Supplied material Start Marker

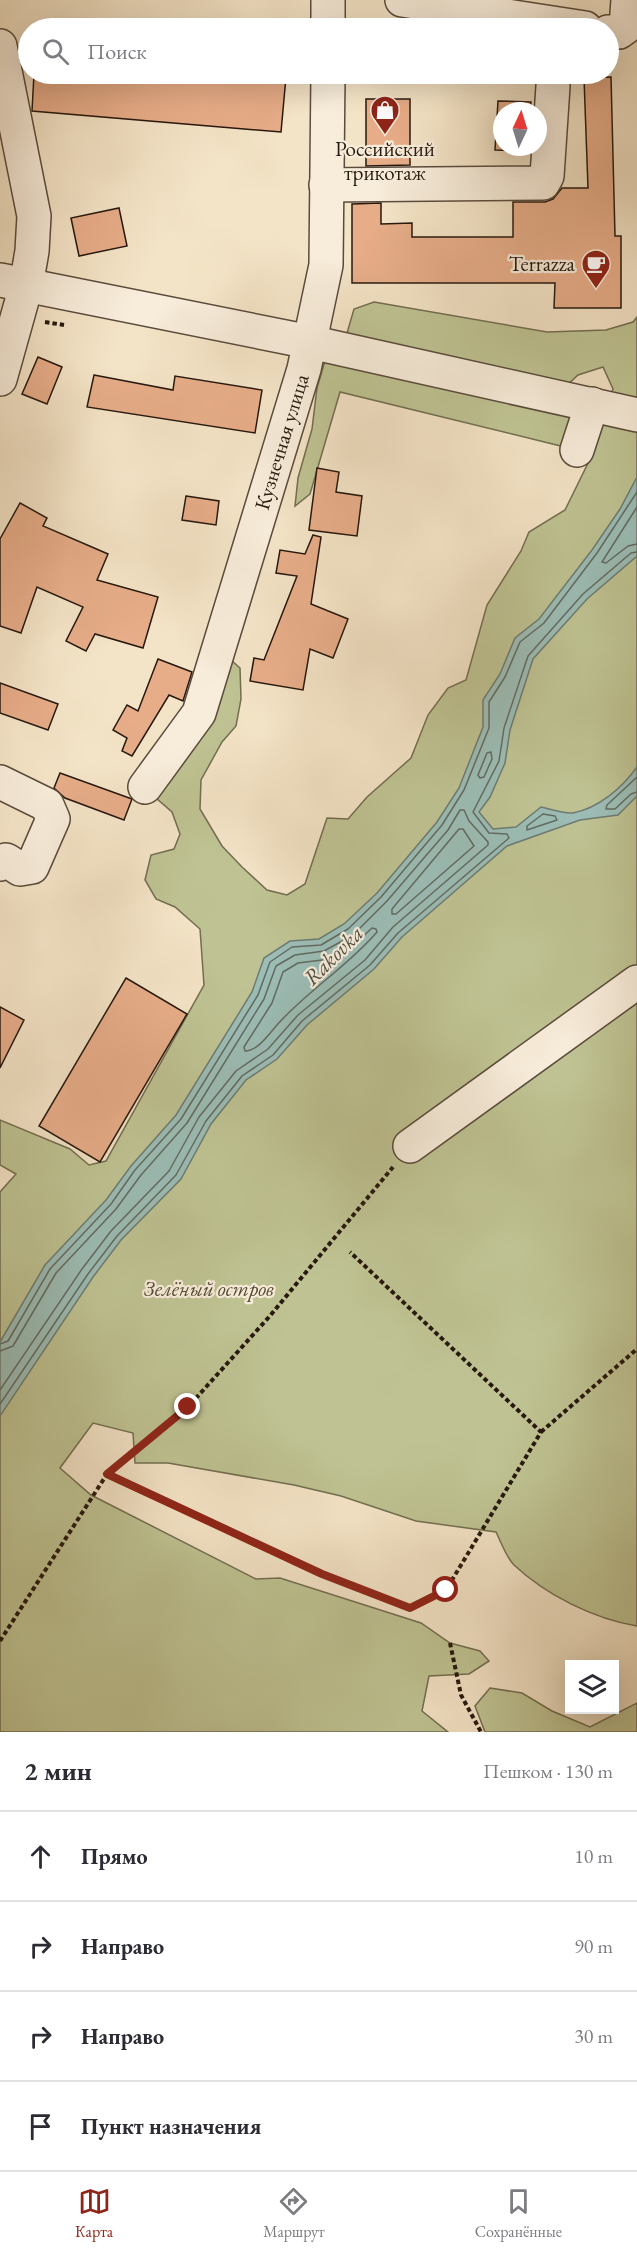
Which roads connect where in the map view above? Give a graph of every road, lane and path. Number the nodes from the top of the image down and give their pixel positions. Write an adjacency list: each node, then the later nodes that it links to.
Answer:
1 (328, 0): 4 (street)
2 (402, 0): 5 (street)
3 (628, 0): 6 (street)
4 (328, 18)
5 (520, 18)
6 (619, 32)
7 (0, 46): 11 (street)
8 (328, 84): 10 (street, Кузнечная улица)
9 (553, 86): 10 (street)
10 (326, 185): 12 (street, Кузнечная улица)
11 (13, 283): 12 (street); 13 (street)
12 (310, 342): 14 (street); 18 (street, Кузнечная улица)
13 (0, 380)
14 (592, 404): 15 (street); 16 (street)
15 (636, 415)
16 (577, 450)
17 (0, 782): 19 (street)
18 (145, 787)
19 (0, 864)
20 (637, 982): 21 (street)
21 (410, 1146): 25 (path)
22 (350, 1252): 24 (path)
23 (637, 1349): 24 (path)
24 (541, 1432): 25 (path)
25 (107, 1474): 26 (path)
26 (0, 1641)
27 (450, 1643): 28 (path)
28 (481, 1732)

Supplied material End Marker

Copy the listing above verbatim; the pictures it contains are to stay out.

Which roads connect where in the map view above? Give a graph of every road, lane and path. Number the nodes from the top of the image down and give their pixel positions. Write an adjacency list: each node, then the later nodes that it links to.
Answer:
1 (328, 0): 4 (street)
2 (402, 0): 5 (street)
3 (628, 0): 6 (street)
4 (328, 18)
5 (520, 18)
6 (619, 32)
7 (0, 46): 11 (street)
8 (328, 84): 10 (street, Кузнечная улица)
9 (553, 86): 10 (street)
10 (326, 185): 12 (street, Кузнечная улица)
11 (13, 283): 12 (street); 13 (street)
12 (310, 342): 14 (street); 18 (street, Кузнечная улица)
13 (0, 380)
14 (592, 404): 15 (street); 16 (street)
15 (636, 415)
16 (577, 450)
17 (0, 782): 19 (street)
18 (145, 787)
19 (0, 864)
20 (637, 982): 21 (street)
21 (410, 1146): 25 (path)
22 (350, 1252): 24 (path)
23 (637, 1349): 24 (path)
24 (541, 1432): 25 (path)
25 (107, 1474): 26 (path)
26 (0, 1641)
27 (450, 1643): 28 (path)
28 (481, 1732)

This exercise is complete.